** Opening SOURCE RECORDS block **

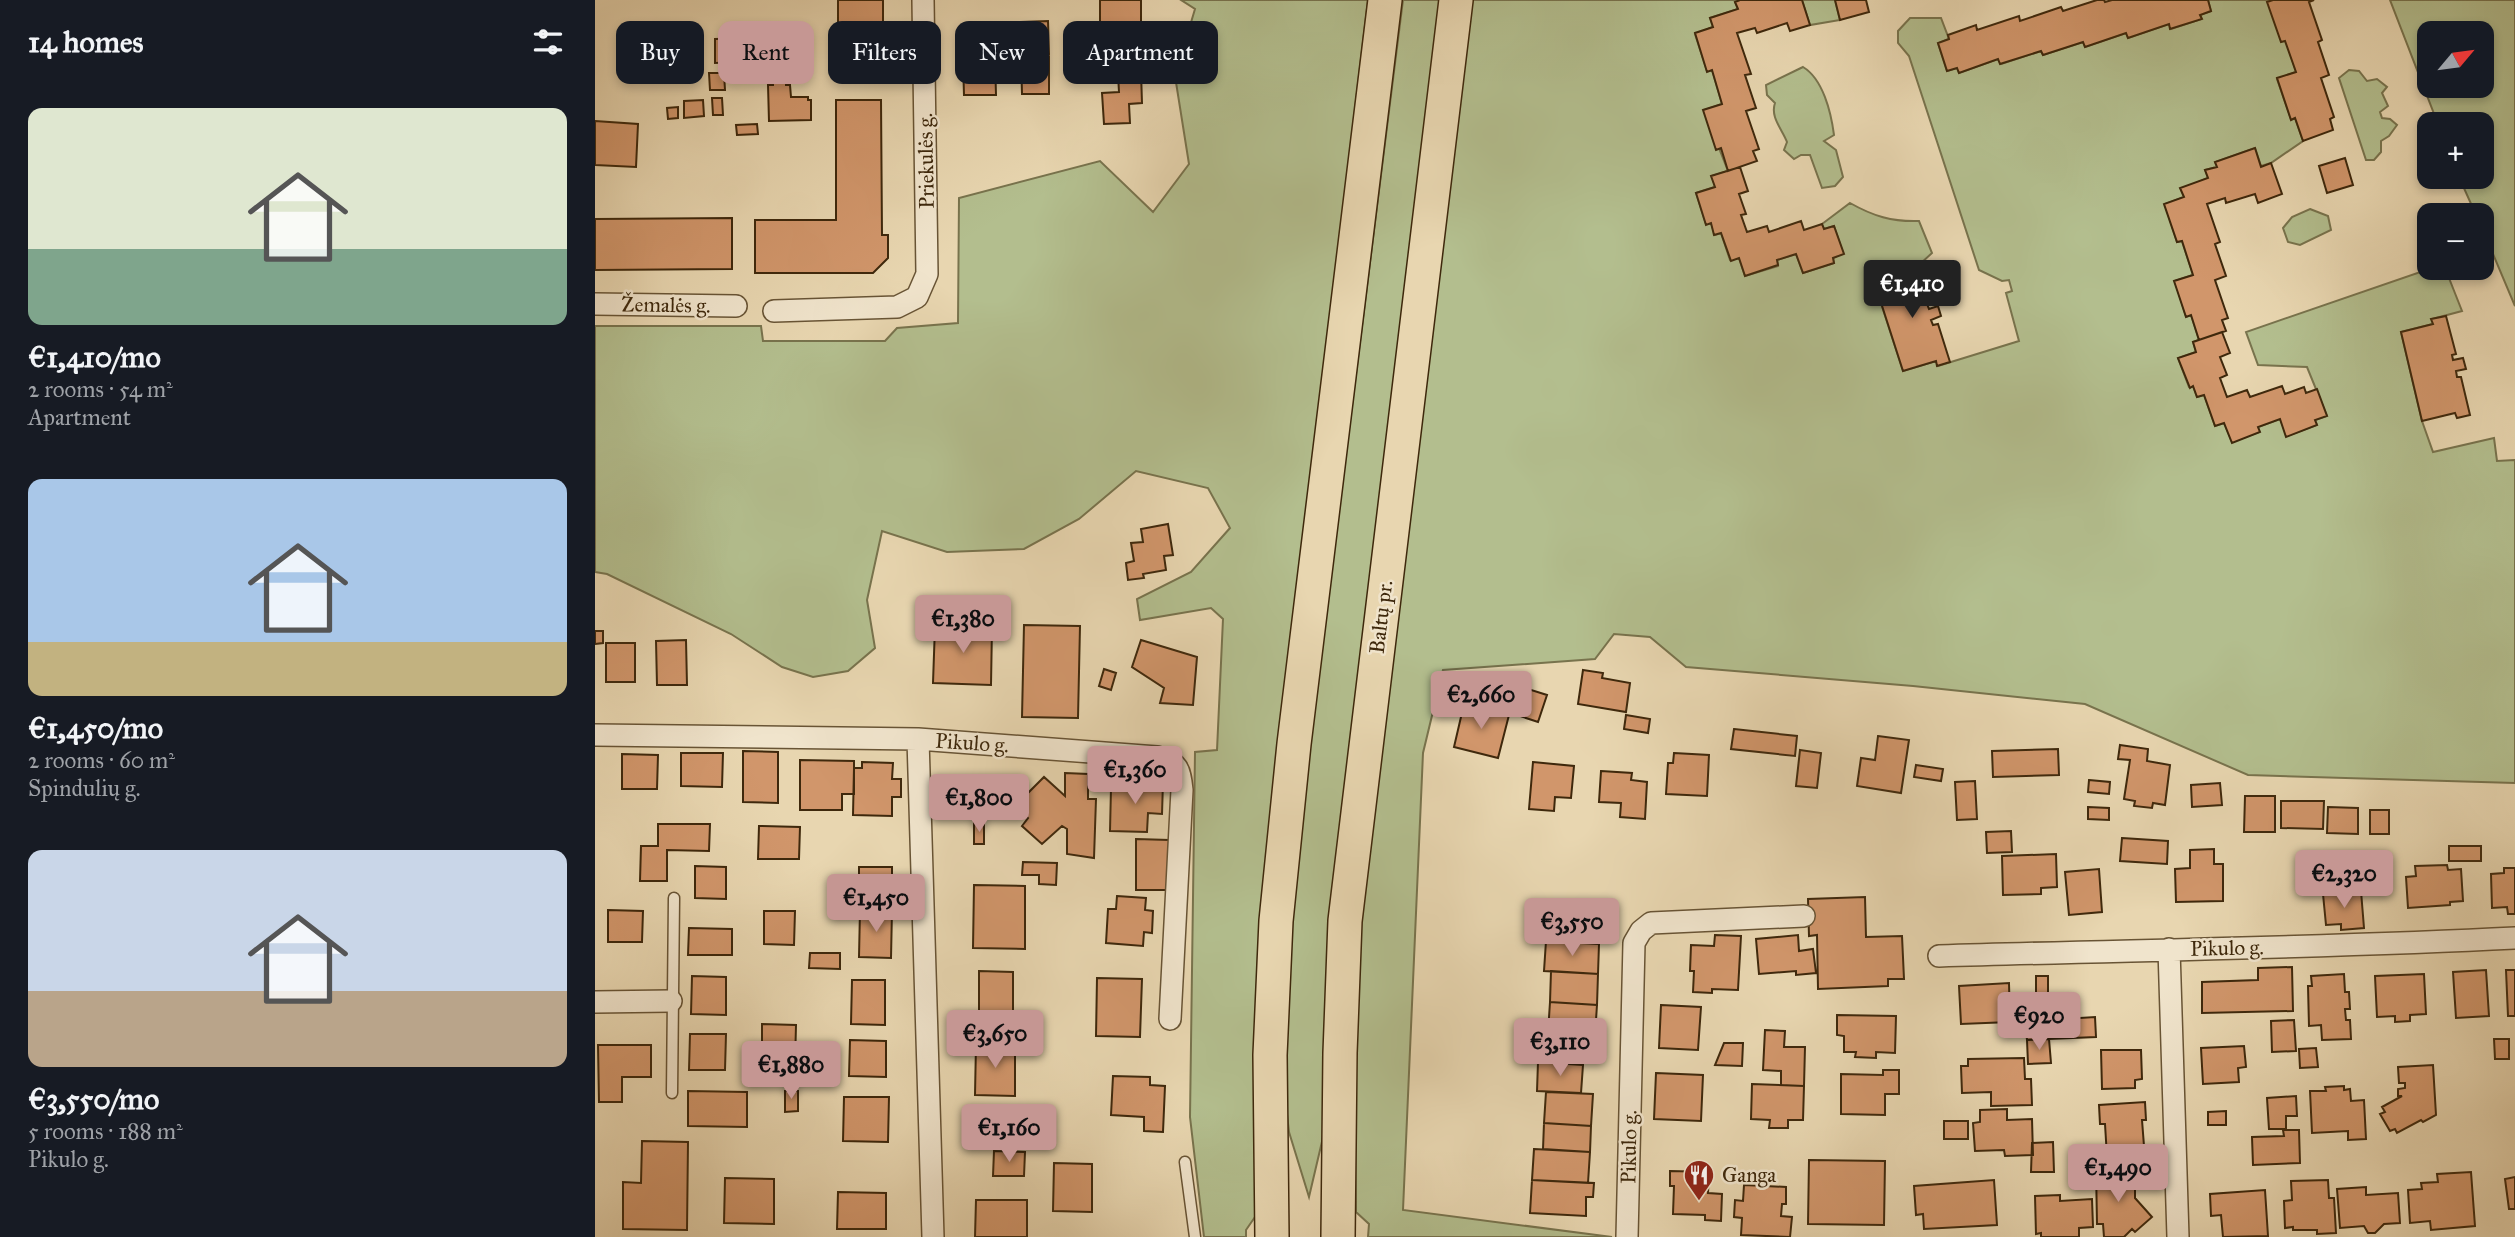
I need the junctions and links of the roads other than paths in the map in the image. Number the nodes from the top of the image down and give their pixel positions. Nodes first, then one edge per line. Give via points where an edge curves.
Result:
1 (923, 0) edge
2 (1385, 0) edge
3 (1456, 0) edge
4 (595, 304) edge
5 (736, 306) dead end
6 (774, 311) dead end
7 (595, 735) edge
8 (918, 739) junction
9 (674, 898) dead end
10 (1804, 916) dead end
11 (2515, 938) edge
12 (2169, 948) junction
13 (1938, 956) dead end
14 (671, 1001) junction
15 (595, 1002) edge
16 (1170, 1018) dead end
17 (672, 1093) dead end
18 (1185, 1162) dead end
19 (1272, 1233) edge
20 (1338, 1234) edge
21 (933, 1237) edge
22 (1195, 1237) edge
23 (1627, 1237) edge
24 (2178, 1237) edge

1 - 6 street, Priekulės g. via 927,274 917,298 897,307
2 - 19 main road via 1276,920
3 - 20 main road, Baltų pr. via 1345,921
4 - 5 street, Žemalės g.
7 - 8 street, Pikulo g.
8 - 16 street, Pikulo g. via 1170,760 1180,772 1182,790
8 - 21 street
9 - 14 lane
10 - 23 street, Pikulo g. via 1651,923 1634,943
11 - 12 street, Pikulo g. via 2364,946
12 - 13 street, Pikulo g.
12 - 24 street
14 - 15 street
14 - 17 lane
18 - 22 lane

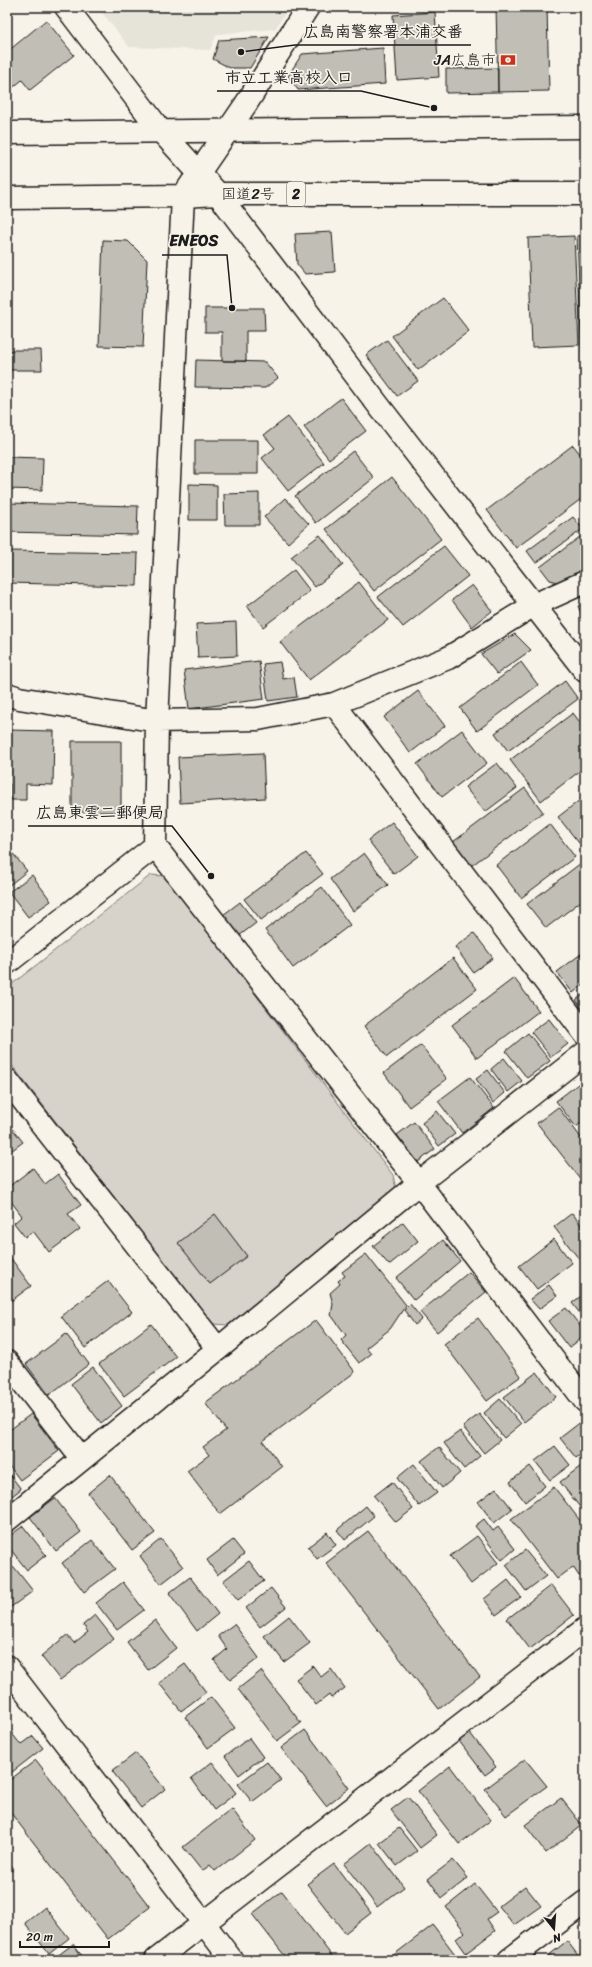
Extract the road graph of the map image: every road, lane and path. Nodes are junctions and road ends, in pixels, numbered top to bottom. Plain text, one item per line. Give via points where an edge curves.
1 (66, 7) edge
2 (308, 7) edge
3 (585, 127) edge
4 (160, 130) junction
5 (228, 131) junction
6 (7, 132) edge
7 (200, 173) junction
8 (218, 194) junction
9 (585, 194) edge
10 (183, 196) junction
11 (7, 198) edge
12 (585, 582) edge
13 (534, 605) junction
14 (585, 671) edge
15 (7, 694) edge
16 (334, 704) junction
17 (157, 721) junction
18 (155, 846) junction
19 (7, 963) edge
20 (585, 1034) edge
21 (585, 1053) edge
22 (7, 1080) edge
23 (419, 1183) junction
24 (218, 1350) junction
25 (7, 1362) edge
26 (585, 1401) edge
27 (82, 1459) junction
28 (7, 1520) edge
29 (585, 1629) edge
30 (7, 1667) edge
31 (585, 1902) edge
32 (204, 1923) junction
33 (156, 1960) edge
34 (232, 1960) edge
35 (510, 1960) edge

1 - 4 main road
2 - 5 main road
3 - 5 main road
4 - 5 main road
4 - 6 main road
4 - 7 main road
5 - 7 main road
7 - 8 main road
7 - 10 main road
8 - 9 main road, 国道2号 / 2
8 - 10 main road, 国道2号 / 2
8 - 13 main road
10 - 11 main road, 国道2号 / 2
10 - 17 main road
12 - 13 main road
13 - 14 main road
13 - 16 main road via 448,658
15 - 17 main road
16 - 17 main road via 258,719
16 - 20 main road
17 - 18 main road
18 - 19 main road
18 - 23 main road
21 - 23 main road
22 - 24 main road
23 - 24 main road
23 - 26 main road
24 - 27 main road
25 - 27 main road
27 - 28 main road
29 - 32 main road
30 - 32 main road
31 - 35 main road
32 - 33 main road
32 - 34 main road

** Closing SOURCE RECORDS block **

### EXERCISE INSTRUCTIONS
Apart from its pictures, the material above should be repeated exactly.

### ANSWER TO THIS EXERCISE
I need the junctions and links of the roads other than paths in the map in the image. Number the nodes from the top of the image down and give their pixel positions. Nodes first, then one edge per line. Give via points where an edge curves.
Result:
1 (923, 0) edge
2 (1385, 0) edge
3 (1456, 0) edge
4 (595, 304) edge
5 (736, 306) dead end
6 (774, 311) dead end
7 (595, 735) edge
8 (918, 739) junction
9 (674, 898) dead end
10 (1804, 916) dead end
11 (2515, 938) edge
12 (2169, 948) junction
13 (1938, 956) dead end
14 (671, 1001) junction
15 (595, 1002) edge
16 (1170, 1018) dead end
17 (672, 1093) dead end
18 (1185, 1162) dead end
19 (1272, 1233) edge
20 (1338, 1234) edge
21 (933, 1237) edge
22 (1195, 1237) edge
23 (1627, 1237) edge
24 (2178, 1237) edge

1 - 6 street, Priekulės g. via 927,274 917,298 897,307
2 - 19 main road via 1276,920
3 - 20 main road, Baltų pr. via 1345,921
4 - 5 street, Žemalės g.
7 - 8 street, Pikulo g.
8 - 16 street, Pikulo g. via 1170,760 1180,772 1182,790
8 - 21 street
9 - 14 lane
10 - 23 street, Pikulo g. via 1651,923 1634,943
11 - 12 street, Pikulo g. via 2364,946
12 - 13 street, Pikulo g.
12 - 24 street
14 - 15 street
14 - 17 lane
18 - 22 lane

Extract the road graph of the map image: every road, lane and path. Nodes are junctions and road ends, in pixels, numbered top to bottom. Plain text, one item per line. Give via points where an edge curves.
1 (66, 7) edge
2 (308, 7) edge
3 (585, 127) edge
4 (160, 130) junction
5 (228, 131) junction
6 (7, 132) edge
7 (200, 173) junction
8 (218, 194) junction
9 (585, 194) edge
10 (183, 196) junction
11 (7, 198) edge
12 (585, 582) edge
13 (534, 605) junction
14 (585, 671) edge
15 (7, 694) edge
16 (334, 704) junction
17 (157, 721) junction
18 (155, 846) junction
19 (7, 963) edge
20 (585, 1034) edge
21 (585, 1053) edge
22 (7, 1080) edge
23 (419, 1183) junction
24 (218, 1350) junction
25 (7, 1362) edge
26 (585, 1401) edge
27 (82, 1459) junction
28 (7, 1520) edge
29 (585, 1629) edge
30 (7, 1667) edge
31 (585, 1902) edge
32 (204, 1923) junction
33 (156, 1960) edge
34 (232, 1960) edge
35 (510, 1960) edge

1 - 4 main road
2 - 5 main road
3 - 5 main road
4 - 5 main road
4 - 6 main road
4 - 7 main road
5 - 7 main road
7 - 8 main road
7 - 10 main road
8 - 9 main road, 国道2号 / 2
8 - 10 main road, 国道2号 / 2
8 - 13 main road
10 - 11 main road, 国道2号 / 2
10 - 17 main road
12 - 13 main road
13 - 14 main road
13 - 16 main road via 448,658
15 - 17 main road
16 - 17 main road via 258,719
16 - 20 main road
17 - 18 main road
18 - 19 main road
18 - 23 main road
21 - 23 main road
22 - 24 main road
23 - 24 main road
23 - 26 main road
24 - 27 main road
25 - 27 main road
27 - 28 main road
29 - 32 main road
30 - 32 main road
31 - 35 main road
32 - 33 main road
32 - 34 main road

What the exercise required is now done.